MATERIAL FOR THIS TASK section start
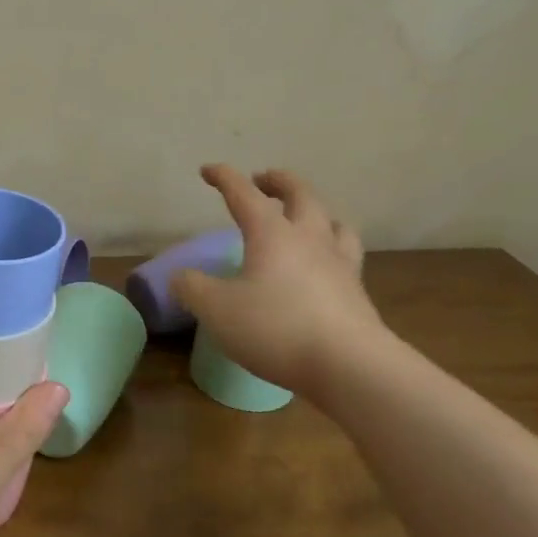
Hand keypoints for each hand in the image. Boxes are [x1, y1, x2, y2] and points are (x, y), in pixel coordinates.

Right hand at [172, 164, 388, 404]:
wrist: (350, 366)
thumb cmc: (276, 328)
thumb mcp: (216, 310)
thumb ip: (192, 288)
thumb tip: (179, 276)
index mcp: (271, 233)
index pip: (244, 193)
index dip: (224, 178)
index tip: (208, 170)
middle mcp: (309, 238)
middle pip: (300, 194)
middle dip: (279, 182)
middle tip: (263, 180)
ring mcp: (339, 263)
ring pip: (333, 221)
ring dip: (315, 211)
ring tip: (305, 216)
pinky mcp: (357, 292)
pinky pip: (346, 254)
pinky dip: (332, 247)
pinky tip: (325, 263)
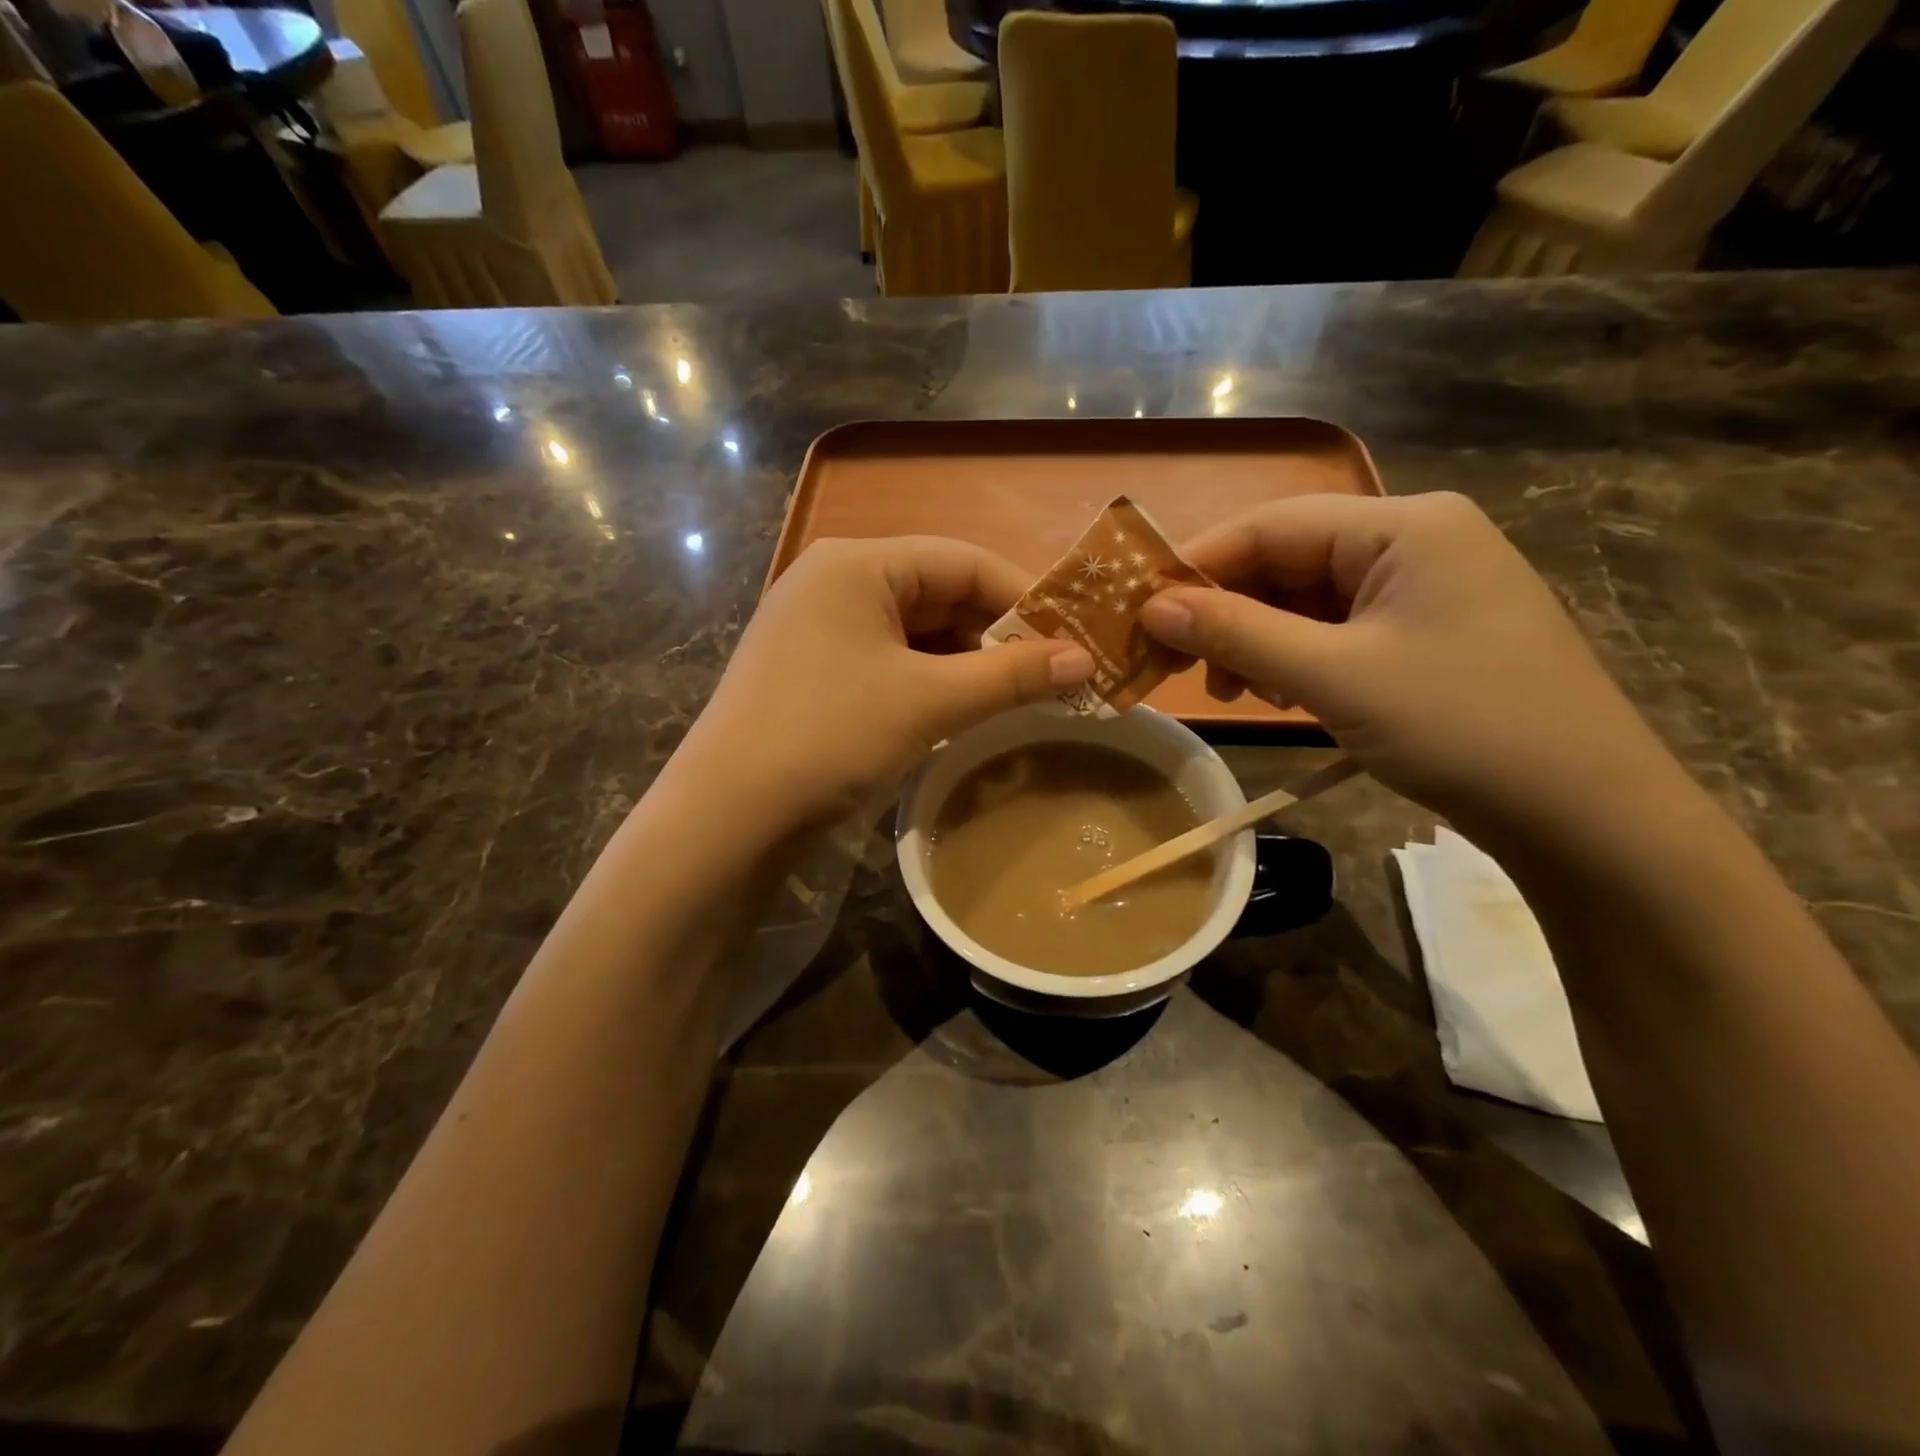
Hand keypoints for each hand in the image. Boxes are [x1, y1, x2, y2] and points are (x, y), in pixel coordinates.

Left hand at [670, 537, 1092, 831]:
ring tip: (1017, 695)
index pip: (963, 560)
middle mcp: (834, 579)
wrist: (728, 814)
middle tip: (1053, 674)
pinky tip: (960, 708)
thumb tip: (1085, 661)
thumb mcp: (929, 702)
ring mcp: (817, 624)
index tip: (1074, 637)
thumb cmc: (830, 737)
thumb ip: (1011, 675)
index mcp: (858, 563)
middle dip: (997, 634)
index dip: (1025, 597)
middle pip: (939, 593)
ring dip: (967, 661)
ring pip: (915, 630)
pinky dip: (930, 679)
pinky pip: (888, 658)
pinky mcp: (812, 666)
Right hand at [1139, 493, 1680, 836]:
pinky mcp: (1429, 634)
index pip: (1271, 525)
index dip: (1198, 565)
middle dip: (1229, 611)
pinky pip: (1340, 630)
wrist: (1586, 814)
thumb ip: (1236, 633)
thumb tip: (1152, 608)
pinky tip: (1281, 693)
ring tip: (1232, 689)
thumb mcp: (1334, 676)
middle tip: (1180, 664)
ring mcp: (1427, 589)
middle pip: (1289, 561)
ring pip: (1310, 599)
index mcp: (1403, 525)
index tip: (1141, 612)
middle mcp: (1416, 541)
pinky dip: (1298, 658)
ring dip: (1259, 640)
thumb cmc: (1461, 726)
MATERIAL FOR THIS TASK section end
→ **EXERCISE REQUIREMENTS**
Begin at the first line of the entries above and return each line exactly, stopping after the line that contains "index dip: (1198, 565)". Pictures do not belong in the copy.

→ **REPLY TO THE TASK**
Hand keypoints for each hand in the image. Boxes are [x1, y1, x2, y2] and points are (x, y), in pixel coordinates.

Right hand at [172, 164, 388, 404]:
wrist: (350, 366)
thumb cmc: (276, 328)
thumb mcp: (216, 310)
thumb ip: (192, 288)
thumb tip: (179, 276)
index mcp: (271, 233)
index pip: (244, 193)
index dip: (224, 178)
index tip: (208, 170)
middle mcp: (309, 238)
middle pip: (300, 194)
middle dip: (279, 182)
middle tip: (263, 180)
ring mcp: (339, 263)
ring pip: (333, 221)
ring dip: (315, 211)
ring tip: (305, 216)
pinky mcp: (357, 292)
pinky pip: (346, 254)
pinky dip: (332, 247)
pinky tip: (325, 263)
Hand keypoints for each hand in the image. Boxes are [x1, y1, x2, y2] and points are (x, y), in pixel coordinates.

Left hand at [670, 537, 1092, 831]:
ring tip: (1017, 695)
index pip: (963, 560)
middle mcp: (834, 579)
wrist: (728, 814)
middle tip: (1053, 674)
pinky tip: (960, 708)
thumb tip: (1085, 661)
thumb mcp: (929, 702)
ring mcp: (817, 624)
index tip: (1074, 637)
thumb cmc: (830, 737)
thumb ip: (1011, 675)
index mcp: (858, 563)
middle dip: (997, 634)
index dip: (1025, 597)
middle pip: (939, 593)
ring dip: (967, 661)
ring pip: (915, 630)
pinky dip: (930, 679)
pinky pip: (888, 658)
pinky mcp: (812, 666)
Right hand at [1139, 493, 1680, 836]:
pinky mcp: (1429, 634)
index pip: (1271, 525)
index dip: (1198, 565)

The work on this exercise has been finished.